A few minutes later midnight struck; then one o’clock—two o’clock. And the door still remained closed!

Then Pinocchio, losing all patience, grabbed the knocker with both hands, fully determined to awaken the whole house and street with it. As soon as he touched the knocker, however, it became an eel and wiggled away into the darkness.

“Really?” cried Pinocchio, blind with rage. “If the knocker is gone, I can still use my feet.”

He stepped back and gave the door a most solemn kick. He kicked so hard that his foot went straight through the door and his leg followed almost to the knee. No matter how he pulled and tugged, he could not pull it out. There he stayed as if nailed to the door.

Poor Pinocchio! The rest of the night he had to spend with one foot through the door and the other one in the air.

As dawn was breaking, the door finally opened. That brave little animal, the Snail, had taken exactly nine hours to go from the fourth floor to the street. How she must have raced!

“What are you doing with your foot through the door?” she asked the Marionette, laughing.

“It was a misfortune. Won’t you try, pretty little Snail, to free me from this terrible torture?”

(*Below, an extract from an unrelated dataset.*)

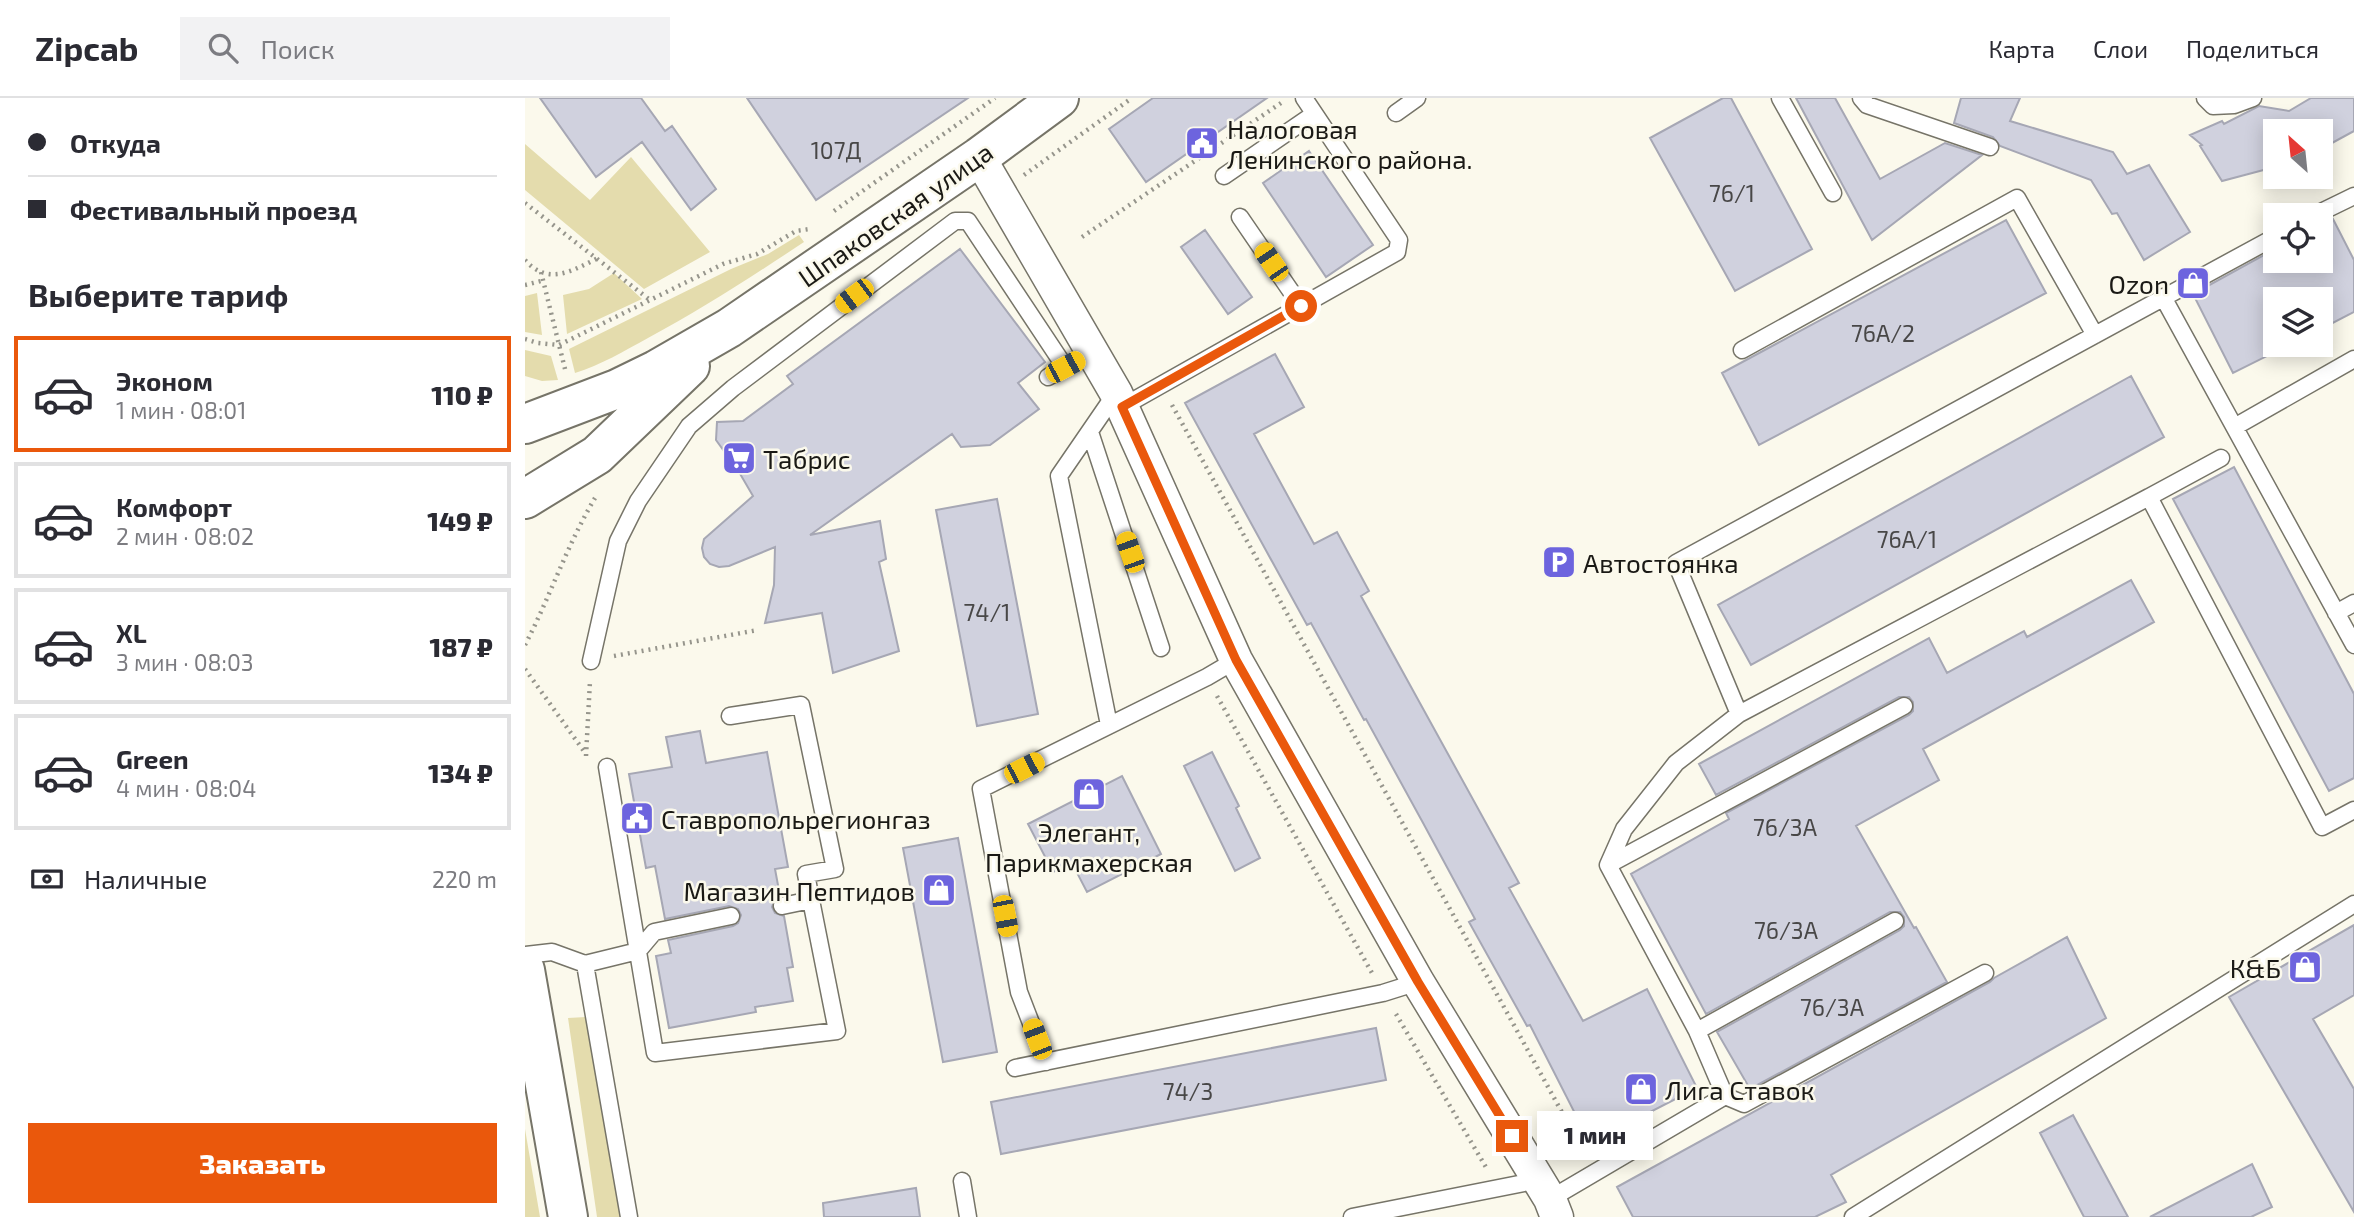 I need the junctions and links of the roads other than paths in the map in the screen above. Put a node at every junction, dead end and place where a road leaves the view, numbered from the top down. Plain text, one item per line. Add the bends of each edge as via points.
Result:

“My boy, we need a carpenter here and I have never been one.”

“Ask the Fairy to help me!”

“The Fairy is asleep and does not want to be disturbed.”

“But what do you want me to do, nailed to the door like this?”

“Enjoy yourself counting the ants which are passing by.”

“Bring me something to eat, at least, for I am faint with hunger.”

“Immediately!”

In fact, after three hours and a half, Pinocchio saw her return with a silver tray on her head. On the tray there was bread, roast chicken, fruit.

“Here is the breakfast the Fairy sends to you,” said the Snail.

At the sight of all these good things, the Marionette felt much better.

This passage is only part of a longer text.